‘Women on the throne’ was a less common picture during the ancient and medieval times but was not unheard of. A number of civilizations offer their gratitude to these fine and capable rulers who broke down the stereotypical barriers of the society and left behind a glorious legacy. The Byzantine Empire is no excuse. The Coinage of the Byzantine Empire gives an ample amount of examples of the women ruling with iron fist. Coins of Empress Irene are the testimonies of another Iron Lady of the Byzantine Empire.
Empress Irene of Athens was the first female ruler of the Byzantine Empire. Born between 750 and 755 into a noble family of Athens, she was chosen to be a bride of Leo IV – the son of Emperor Constantine V. Overnight, this orphan noble girl became a bride of an Heir of Byzantine Emperor. Emperor Constantine V died making Leo IV the next emperor. By the end of year 776, Leo IV ascended to the throne at the age of twenty-five years, with Irene as his empress consort.

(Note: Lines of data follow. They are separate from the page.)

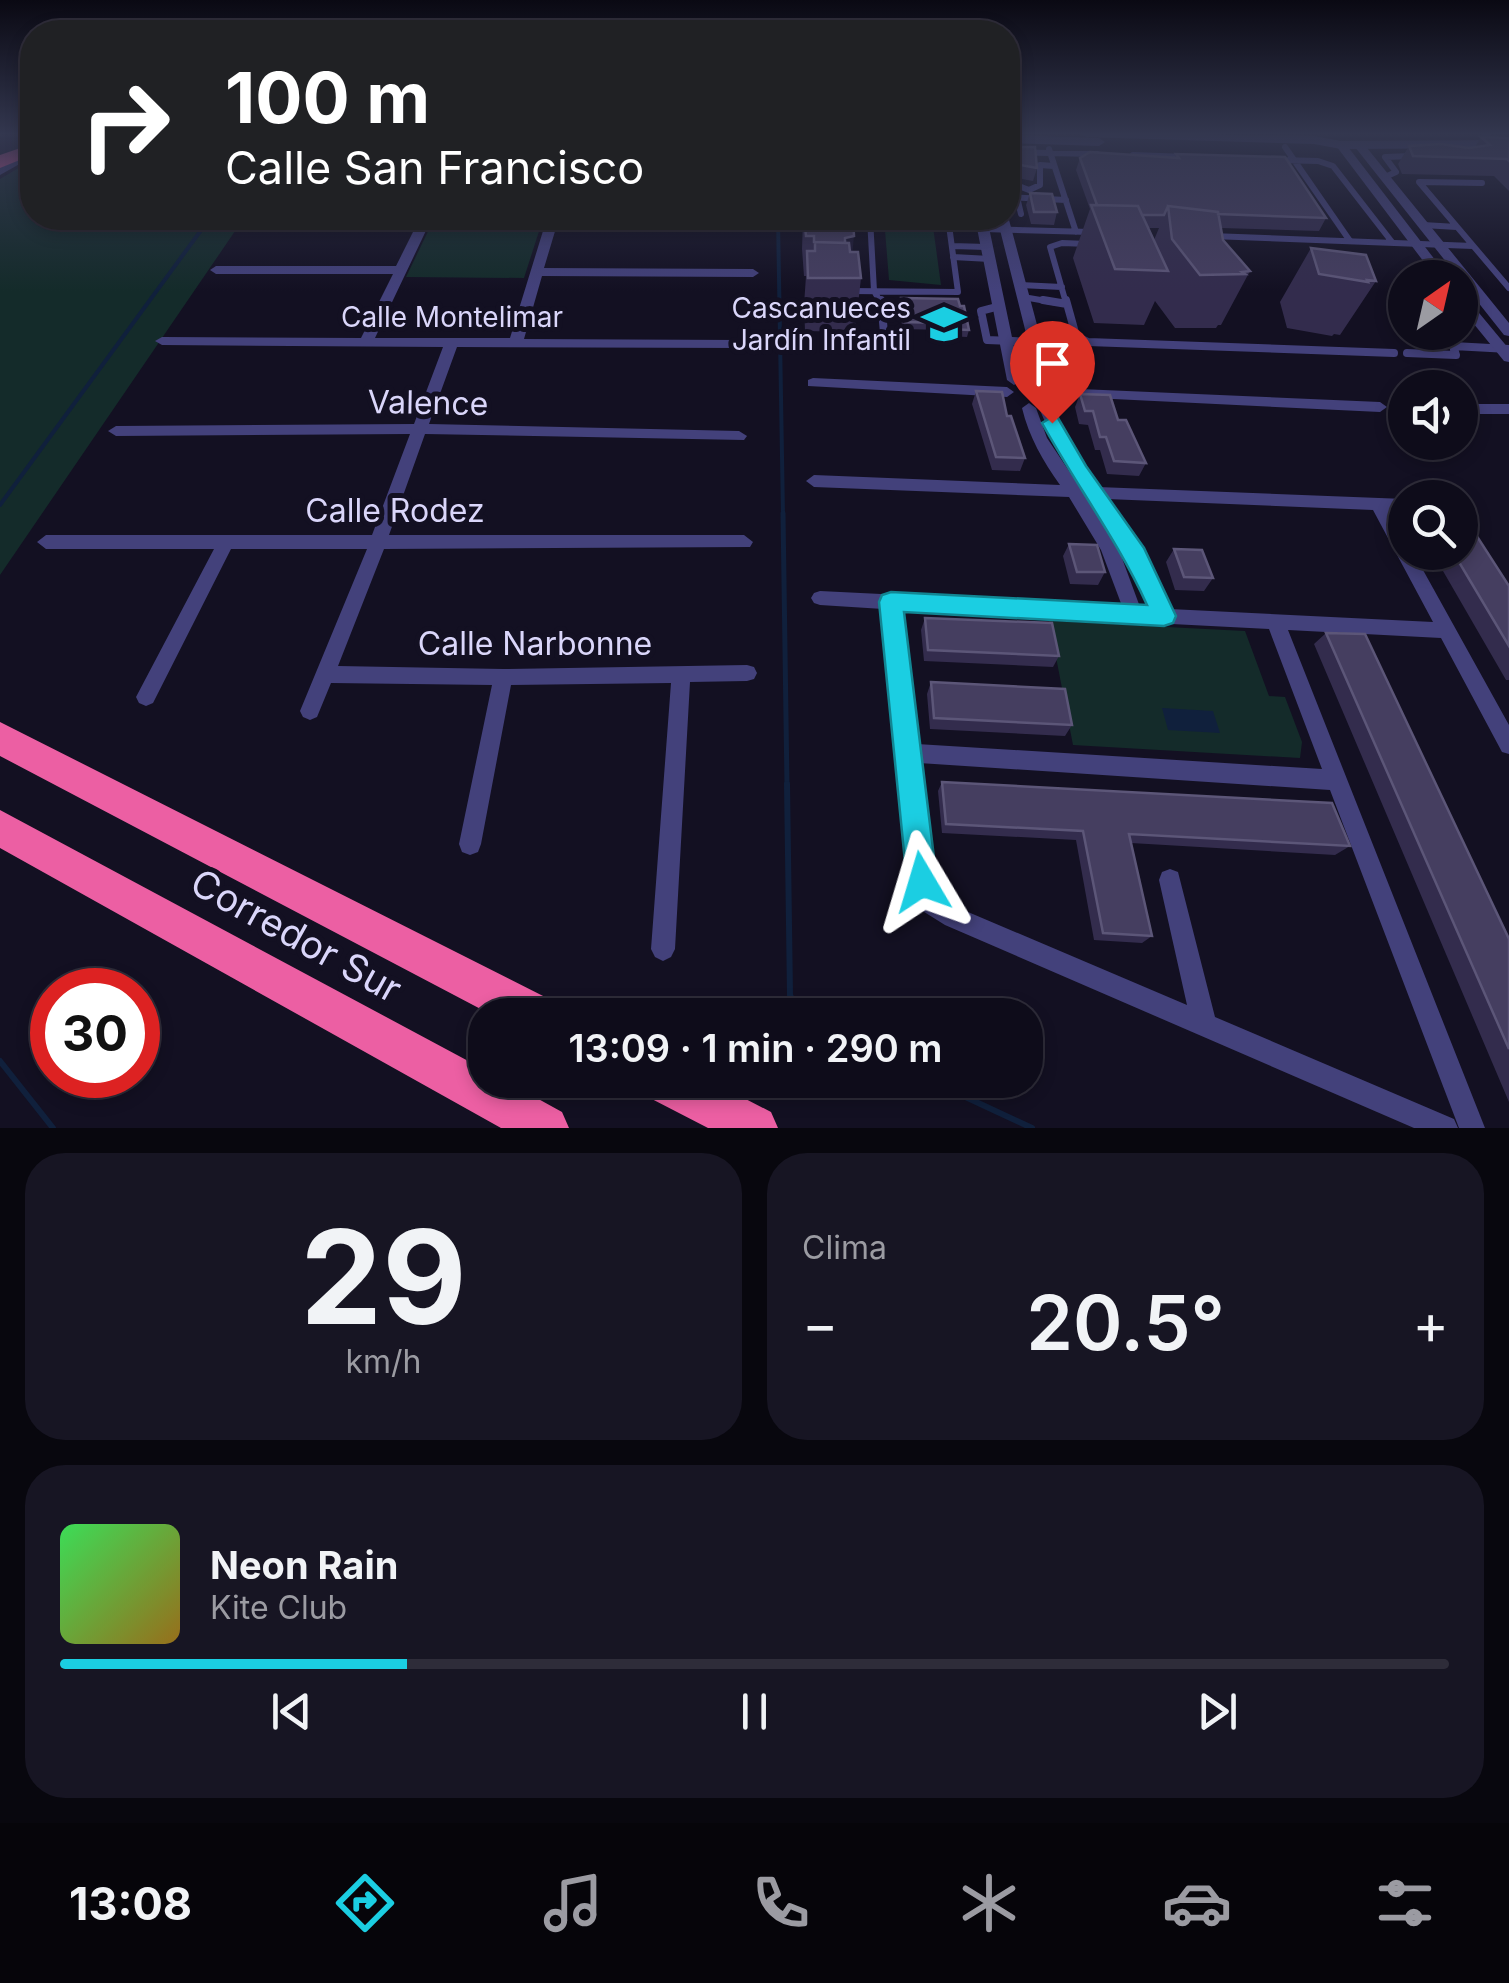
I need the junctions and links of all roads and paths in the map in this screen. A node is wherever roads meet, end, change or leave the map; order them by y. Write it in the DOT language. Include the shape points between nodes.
graph roads {
  1 [pos="1061,186"];
  2 [pos="1312,186"];
  3 [pos="1349,186"];
  4 [pos="1373,186"];
  5 [pos="1392,186"];
  6 [pos="1422,186"];
  7 [pos="1020,197"];
  8 [pos="1066,200"];
  9 [pos="1020,207"];
  10 [pos="1022,217"];
  11 [pos="1423,225"];
  12 [pos="1457,227"];
  13 [pos="1020,229"];
  14 [pos="420,230"];
  15 [pos="549,230"];
  16 [pos="871,230"];
  17 [pos="950,230"];
  18 [pos="1006,230"];
  19 [pos="1024,230"];
  20 [pos="1076,232"];
  21 [pos="1095,232"];
  22 [pos="1193,236"];
  23 [pos="986,239"];
  24 [pos="1350,240"];
  25 [pos="1392,242"];
  26 [pos="1416,243"];
  27 [pos="1437,243"];
  28 [pos="952,244"];
  29 [pos="1099,244"];
  30 [pos="1473,246"];
  31 [pos="1013,257"];
  32 [pos="953,258"];
  33 [pos="1429,260"];
  34 [pos="216,270"];
  35 [pos="400,270"];
  36 [pos="537,272"];
  37 [pos="753,273"];
  38 [pos="1062,287"];
  39 [pos="1509,288"];
  40 [pos="838,290"];
  41 [pos="1022,291"];
  42 [pos="874,292"];
  43 [pos="1478,300"];
  44 [pos="998,301"];
  45 [pos="1484,301"];
  46 [pos="1066,302"];
  47 [pos="1478,319"];
  48 [pos="1509,332"];
  49 [pos="884,333"];
  50 [pos="162,341"];
  51 [pos="1006,341"];
  52 [pos="366,342"];
  53 [pos="516,342"];
  54 [pos="1035,342"];
  55 [pos="451,343"];
  56 [pos="742,344"];
  57 [pos="1506,352"];
  58 [pos="1394,353"];
  59 [pos="1407,354"];
  60 [pos="813,383"];
  61 [pos="1015,383"];
  62 [pos="1051,387"];
  63 [pos="1380,407"];
  64 [pos="1038,408"];
  65 [pos="1478,408"];
  66 [pos="1509,409"];
  67 [pos="419,429"];
  68 [pos="116,430"];
  69 [pos="739,436"];
  70 [pos="814,481"];
  71 [pos="1074,492"];
  72 [pos="1094,492"];
  73 [pos="1378,504"];
  74 [pos="1388,505"];
  75 [pos="379,540"];
  76 [pos="46,542"];
  77 [pos="226,542"];
  78 [pos="744,542"];
  79 [pos="820,598"];
  80 [pos="891,602"];
  81 [pos="1133,614"];
  82 [pos="1164,616"];
  83 [pos="1275,622"];
  84 [pos="1447,630"];
  85 [pos="680,672"];
  86 [pos="747,673"];
  87 [pos="324,674"];
  88 [pos="503,677"];
  89 [pos="146,697"];
  90 [pos="310,711"];
  91 [pos="0,738"];
  92 [pos="1509,745"];
  93 [pos="907,753"];
  94 [pos="1337,780"];
  95 [pos="0,828"];
  96 [pos="470,844"];
  97 [pos="1170,880"];
  98 [pos="663,949"];
  99 [pos="503,998"];
  100 [pos="1204,1024"];
  101 [pos="697,1098"];
  102 [pos="546,1128"];
  103 [pos="755,1128"];
  104 [pos="1446,1128"];
  105 [pos="1472,1128"];
  1 -- 8 [label="lane"];
  2 -- 24 [label="lane"];
  3 -- 25 [label="lane"];
  4 -- 26 [label="street"];
  5 -- 11 [label="street"];
  6 -- 12 [label="lane"];
  7 -- 8 [label="lane"];
  8 -- 20 [label="lane"];
  9 -- 10 [label="lane"];
  10 -- 19 [label="lane"];
  11 -- 12 [label="lane"];
  11 -- 27 [label="street"];
  12 -- 30 [label="lane"];
  13 -- 19 [label="lane"];
  14 -- 35 [label="street"];
  15 -- 36 [label="street"];
  16 -- 42 [label="lane"];
  17 -- 28 [label="lane"];
  18 -- 31 [label="street"];
  19 -- 20 [label="lane"];
  20 -- 21 [label="lane"];
  22 -- 24 [label="lane"];
  23 -- 28 [label="lane"];
  23 -- 31 [label="street"];
  23 -- 32 [label="lane"];
  23 -- 44 [label="street"];
  24 -- 25 [label="lane"];
  25 -- 26 [label="lane"];
  26 -- 27 [label="lane"];
  26 -- 33 [label="street"];
  27 -- 30 [label="lane"];
  27 -- 45 [label="street"];
  28 -- 32 [label="lane"];
  29 -- 38 [label="lane" via="1050,247"];
  30 -- 39 [label="lane"];
  31 -- 41 [label="street"];
  32 -- 42 [label="lane" via="958,292"];
  34 -- 35 [label="street"];
  35 -- 52 [label="street"];
  36 -- 37 [label="street"];
  36 -- 53 [label="street"];
  38 -- 41 [label="lane"];
  38 -- 46 [label="lane"];
  40 -- 42 [label="lane"];
  41 -- 44 [label="street"];
  41 -- 46 [label="lane"];
  41 -- 54 [label="street"];
  42 -- 49 [label="lane" via="881,299"];
  43 -- 45 [label="street"];
  44 -- 51 [label="street"];
  45 -- 48 [label="street"];
  46 -- 58 [label="lane" via="1076,336 1088,342"];
  47 -- 57 [label="street"];
  50 -- 52 [label="street, Calle Montelimar"];
  51 -- 54 [label="lane"];
  51 -- 61 [label="street" via="1017,351"];
  52 -- 55 [label="street, Calle Montelimar"];
  53 -- 55 [label="street, Calle Montelimar"];
  53 -- 56 [label="street, Calle Montelimar"];
  54 -- 62 [label="street"];
  55 -- 67 [label="street"];
  57 -- 59 [label="lane" via="1451,347 1454,356"];
  60 -- 61 [label="street"];
  61 -- 62 [label="street"];
  61 -- 64 [label="street" via="1012,400"];
  62 -- 63 [label="street"];
  62 -- 64 [label="street" via="1056,402"];
  64 -- 71 [label="street" via="1044,452"];
  64 -- 72 [label="street"];
  65 -- 66 [label="street"];
  67 -- 68 [label="street, Valence"];
  67 -- 69 [label="street, Valence"];
  67 -- 75 [label="street"];
  70 -- 71 [label="street"];
  71 -- 72 [label="street"];
  71 -- 81 [label="street" via="1113,555"];
  72 -- 73 [label="street"];
  72 -- 82 [label="street" via="1136,554"];
  73 -- 74 [label="street"];
  73 -- 84 [label="street"];
  75 -- 77 [label="street, Calle Rodez"];
  75 -- 78 [label="street, Calle Rodez"];
  75 -- 87 [label="street"];
  76 -- 77 [label="street, Calle Rodez"];
  77 -- 89 [label="street"];
  79 -- 80 [label="street"];
  80 -- 81 [label="street"];
  80 -- 93 [label="street"];
  81 -- 82 [label="street"];
  82 -- 83 [label="street"];
  83 -- 84 [label="street"];
  83 -- 94 [label="street"];
  84 -- 92 [label="street"];
  85 -- 86 [label="street, Calle Narbonne"];
  85 -- 88 [label="street, Calle Narbonne"];
  85 -- 98 [label="street"];
  87 -- 88 [label="street, Calle Narbonne"];
  87 -- 90 [label="street"];
  88 -- 96 [label="street"];
  91 -- 99 [label="highway, Corredor Sur"];
  93 -- 94 [label="street"];
  93 -- 100 [label="street" via="929,902"];
  94 -- 105 [label="street"];
  95 -- 102 [label="highway, Corredor Sur"];
  97 -- 100 [label="street"];
  100 -- 104 [label="street"];
  101 -- 103 [label="highway"];
}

This is how this Orphan girl became an Empress – the first Empress of the Byzantine Empire. The First Coins of Empress Irene were joint issues, issued along with her Husband. The first coins of Empress Irene are of two types
A couple of weeks after the death of Leo IV Irene was confronted with a conspiracy led by a group of prominent dignitaries that sought to raise Caesar Nikephoros, a half-brother of Leo IV, to the throne. Smart Empress Irene tackled this issue without the loss of a single drop of blood. She replaced all of them with dignitaries who were loyal to her and had Nikephoros and his four brothers ordained as priests, a status which disqualified them from the ruling. After this incident, Empress Irene appears to have been well aware that her position as regent was insecure. Hence she proclaimed herself and the next Empress of Byzantine and began ruling from the throne. Now, on the coins of Empress Irene only depict her Image. These coins of Empress Irene are known for her sole reign.
The Coins of Empress Irene are not only issued in Gold but also are found in copper. Two types of copper Follis were issued during her reign. One as a joint issue with her son Constantine VI and the other for her sole reign!
As monarch, Irene called herself “basileus” (’emperor’), rather than “basilissa” (’empress’). During the reign, Irene had to face many challenges which she tackled with utmost bravery and wit. She subdued a rebellion led by Elpidius, the strategos of Sicily, suppressed Abbasid attacks. She was most notably remembered for ending iconoclasm and the veneration of icons (images of Christ or the saints). However, with the advent new century, she saw her exit from the politics. In 802 the patricians conspired against her and placed Nikephoros, the minister of finance on the throne. Irene was exiled to Lesbos and forced to support herself by spinning wool. She died the following year.
As the first Empress of the Byzantine Empire, Irene had set up and excellent example and a path that was followed by a few women who became powerful empress in the course of time. The coins of Empress Irene prove to be an excellent account to narrate her story.